The two agendas clearly fit nicely together in almost any comprehensive health reform plan and in fact elements of each were included in virtually every candidate’s plan and are advanced by many organizations. If major health reform legislation becomes the subject of serious debate next year, there’s no doubt that it will include expanded coverage for the uninsured, financial relief for many of the middle-class insured, and efforts to make the delivery of health care more efficient and improve quality.  Over the long term both financing reform and delivery reform are needed.

But, let’s assume that money is very tight in the new Congress and that choices have to be made about the makeup of an incremental health reform package.  For example, assume that the President and Congress operate under so-called “pay go” rules where every new program has to be tied to a way to pay for it.  Assume that the Congressional Budget Office will not score savings for delivery reforms in the short term, which will make it tougher to pay for a health reform plan. And assume that Congress will have to find money for other health care priorities too such as to reauthorize SCHIP and restore Medicare physician payment cuts. It is in a tight money environment like this where the focus shifts to an incremental health reform package that the schism could develop. Delivery System Reformers might advance an incremental package that focuses on their long-term agenda. They would have an advantage in pressing their case because the reforms they favor are much cheaper than expanding or subsidizing coverage. But Financing Reformers would be completely unsatisfied with a plan that did not offer coverage expansions and substantial help to consumers struggling with health care costs.  Elected officials might be tempted to go with the delivery reform agenda: it’s critical to do; it could be sold as a first step; and its price tag will be very appealing compared to the much higher costs of coverage subsidies. But politicians would have to worry that such an agenda responds more to the interests of health care experts than of the public, which is mostly worried about its own costs and the affordability of health care and not the quality of care.

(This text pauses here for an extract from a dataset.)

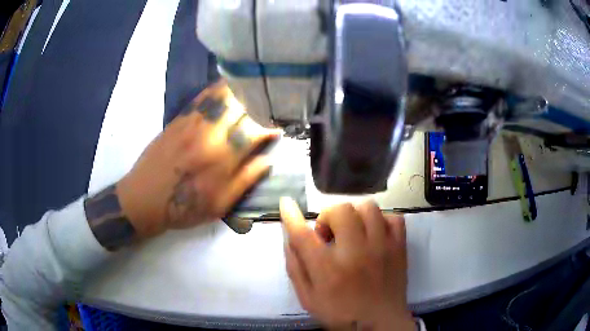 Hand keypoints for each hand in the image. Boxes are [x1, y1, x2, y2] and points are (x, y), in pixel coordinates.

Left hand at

We deal with similar tensions in other areas of health. One example is HIV, where it has long been a challenge to keep those who champion HIV treatment and those who champion HIV prevention under the same tent when resources are being allocated. When I was a state welfare commissioner I dealt with a similar tension in poverty policy between advocates for the poor who favored services strategies – providing job training and child care for example  – and those who favored direct income transfers. These differences in social policy are not unique to health reform and always emerge when it comes down to allocating money through legislation when money is scarce.

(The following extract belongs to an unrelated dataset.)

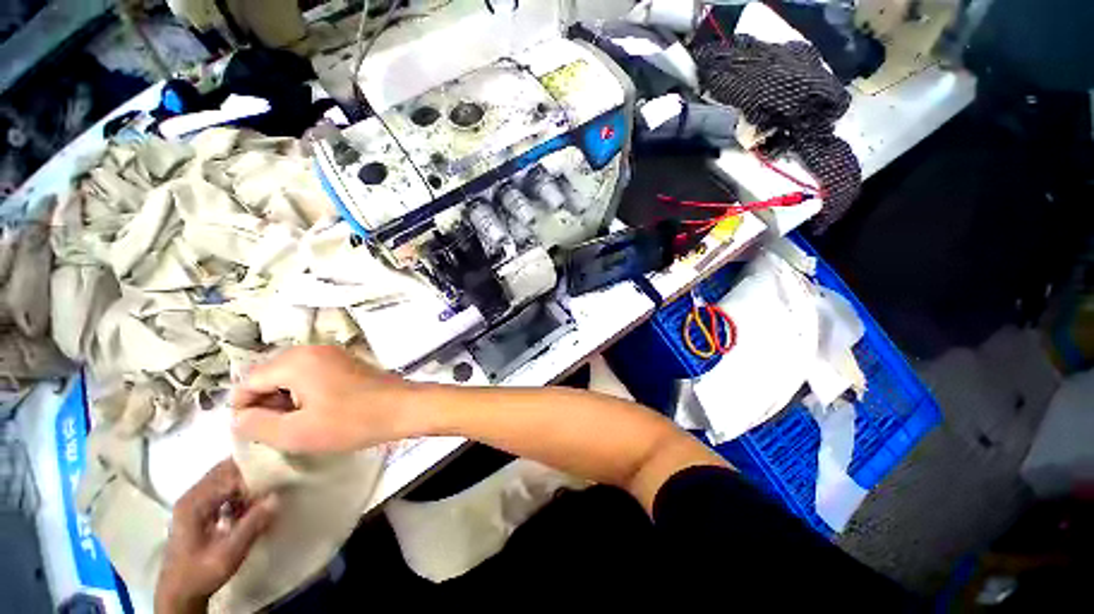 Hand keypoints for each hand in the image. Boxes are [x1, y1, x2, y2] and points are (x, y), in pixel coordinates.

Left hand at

The old gulf between left and right on how to reform health care, about government vs. the market, has not gone away and will remain a challenge in crafting health reform legislation.  But now that Democrats are in control of the White House and the Congress and will be trying to advance a health reform agenda in an environment where new money will be scarce, the health community needs to be on guard for this new rift which could undermine the chances for action.  If it does come to an incremental effort it will be important to preserve elements of both health reform agendas to keep the health reform coalition together and to advance the twin causes of short term consumer relief and longer term delivery reform in tandem.   And if it comes to it, it will also be important to plan an incremental effort carefully and not stitch it together as a last minute fallback if more comprehensive legislation collapses. Little attention seems to be directed to that challenge today for fear of undermining a broader effort, but that’s a subject for another column.